Carta Series C Deal Memo

Document
the upside is amorphously unbounded because of the many adjacent opportunities.
Analyzed 6 sources

The real bet was that cap table software could become the system of record for private markets, then pull whole workflows onto the same rail. Once a company keeps every share issuance, option grant, approval, valuation, and transfer inside one product, it becomes much easier to sell adjacent software for 409A valuations, liquidity events, fund administration, and eventually public company equity workflows.

  • The adjacency logic starts with workflow control. Carta already handled the registry as a transfer agent and tracked transactions inside the product, which meant customers were not just storing ownership data, they were executing approvals, financings, and liquidity events in the same system.
  • The next expansion path was up and down the cap table.
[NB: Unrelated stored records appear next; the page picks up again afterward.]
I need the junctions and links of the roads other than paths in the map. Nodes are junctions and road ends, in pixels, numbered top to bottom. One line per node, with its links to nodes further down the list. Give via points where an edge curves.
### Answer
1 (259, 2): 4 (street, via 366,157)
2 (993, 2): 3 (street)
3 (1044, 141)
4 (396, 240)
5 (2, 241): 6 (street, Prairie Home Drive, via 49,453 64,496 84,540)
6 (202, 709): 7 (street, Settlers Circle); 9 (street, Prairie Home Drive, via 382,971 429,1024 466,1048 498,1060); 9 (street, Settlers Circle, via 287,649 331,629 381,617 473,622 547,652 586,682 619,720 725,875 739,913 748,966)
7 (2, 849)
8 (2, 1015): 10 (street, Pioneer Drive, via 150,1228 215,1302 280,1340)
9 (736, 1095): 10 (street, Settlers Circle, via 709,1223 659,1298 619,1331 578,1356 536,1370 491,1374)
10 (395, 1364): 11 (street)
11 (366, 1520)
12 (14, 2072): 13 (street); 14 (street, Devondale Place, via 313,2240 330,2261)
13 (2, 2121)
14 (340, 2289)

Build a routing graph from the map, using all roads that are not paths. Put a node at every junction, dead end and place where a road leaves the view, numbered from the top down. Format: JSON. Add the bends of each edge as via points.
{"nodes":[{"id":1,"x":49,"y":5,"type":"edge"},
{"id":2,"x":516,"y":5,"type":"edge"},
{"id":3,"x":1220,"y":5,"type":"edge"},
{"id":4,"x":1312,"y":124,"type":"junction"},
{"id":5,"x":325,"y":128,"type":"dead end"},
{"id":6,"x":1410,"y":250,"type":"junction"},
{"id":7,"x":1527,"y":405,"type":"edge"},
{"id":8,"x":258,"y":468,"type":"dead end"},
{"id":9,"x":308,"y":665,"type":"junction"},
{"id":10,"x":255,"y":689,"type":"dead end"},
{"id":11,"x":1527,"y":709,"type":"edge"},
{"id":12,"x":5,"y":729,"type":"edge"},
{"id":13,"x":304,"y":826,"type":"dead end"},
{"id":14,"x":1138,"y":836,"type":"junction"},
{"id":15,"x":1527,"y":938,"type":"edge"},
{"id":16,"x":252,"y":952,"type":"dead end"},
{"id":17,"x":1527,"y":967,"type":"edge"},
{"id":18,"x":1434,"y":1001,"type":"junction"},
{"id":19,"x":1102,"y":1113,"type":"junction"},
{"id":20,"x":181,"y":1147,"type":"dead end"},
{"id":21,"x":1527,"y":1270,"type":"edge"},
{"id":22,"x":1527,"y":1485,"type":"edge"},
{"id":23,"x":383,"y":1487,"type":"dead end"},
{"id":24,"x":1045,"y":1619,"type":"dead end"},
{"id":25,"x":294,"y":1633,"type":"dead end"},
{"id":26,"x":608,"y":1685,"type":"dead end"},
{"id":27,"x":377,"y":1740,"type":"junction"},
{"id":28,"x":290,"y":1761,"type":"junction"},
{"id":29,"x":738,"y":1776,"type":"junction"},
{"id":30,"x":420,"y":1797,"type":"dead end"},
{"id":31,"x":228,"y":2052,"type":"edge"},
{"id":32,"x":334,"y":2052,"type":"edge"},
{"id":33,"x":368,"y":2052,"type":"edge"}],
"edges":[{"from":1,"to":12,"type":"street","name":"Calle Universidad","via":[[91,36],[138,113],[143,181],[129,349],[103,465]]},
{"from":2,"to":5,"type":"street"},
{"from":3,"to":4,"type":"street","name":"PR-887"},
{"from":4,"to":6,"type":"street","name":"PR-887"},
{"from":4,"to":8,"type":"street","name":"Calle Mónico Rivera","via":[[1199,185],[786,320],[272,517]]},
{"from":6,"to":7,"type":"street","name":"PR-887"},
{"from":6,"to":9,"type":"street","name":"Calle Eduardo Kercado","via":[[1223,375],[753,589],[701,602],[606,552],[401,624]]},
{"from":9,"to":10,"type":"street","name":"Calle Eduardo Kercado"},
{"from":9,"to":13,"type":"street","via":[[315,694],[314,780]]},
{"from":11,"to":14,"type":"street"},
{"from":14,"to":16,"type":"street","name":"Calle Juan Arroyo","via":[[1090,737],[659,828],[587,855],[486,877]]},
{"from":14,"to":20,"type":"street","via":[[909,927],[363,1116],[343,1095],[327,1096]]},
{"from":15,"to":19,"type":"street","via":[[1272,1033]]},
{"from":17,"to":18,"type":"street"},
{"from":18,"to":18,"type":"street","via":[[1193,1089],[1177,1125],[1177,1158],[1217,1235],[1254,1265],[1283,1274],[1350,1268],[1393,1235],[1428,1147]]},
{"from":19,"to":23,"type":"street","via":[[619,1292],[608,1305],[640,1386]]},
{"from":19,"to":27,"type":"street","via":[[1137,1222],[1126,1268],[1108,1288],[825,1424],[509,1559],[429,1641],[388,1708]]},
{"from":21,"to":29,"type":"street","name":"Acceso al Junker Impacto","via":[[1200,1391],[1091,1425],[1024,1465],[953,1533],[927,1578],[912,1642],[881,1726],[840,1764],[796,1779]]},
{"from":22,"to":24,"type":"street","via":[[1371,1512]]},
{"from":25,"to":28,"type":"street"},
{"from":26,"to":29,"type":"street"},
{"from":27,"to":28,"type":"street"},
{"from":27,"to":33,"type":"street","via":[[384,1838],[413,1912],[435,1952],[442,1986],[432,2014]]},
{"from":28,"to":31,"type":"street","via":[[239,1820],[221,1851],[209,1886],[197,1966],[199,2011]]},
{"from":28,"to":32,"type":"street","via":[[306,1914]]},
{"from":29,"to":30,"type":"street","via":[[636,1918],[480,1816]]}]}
The deal memo mapped a $3.4B+ opportunity across private companies, GPs, and LPs. Later research shows Carta did extend from issuer software into fund administration, private equity tools, liquidity products, compensation data, and APIs.
  • Comparable platforms show why this could compound. AngelList turned venture fund setup and administration into software for GPs, while Juniper Square built a large business around investor reporting and fund admin for private market managers. Carta had a different wedge, the company cap table, which gave it distribution into both investors and shareholders.

From here, the prize is owning more of the transaction layer of private capital. If the cap table remains the starting point for issuance, valuations, tenders, secondaries, and fund reporting, the winner captures a larger share of every private market workflow and becomes harder to replace with a single point solution.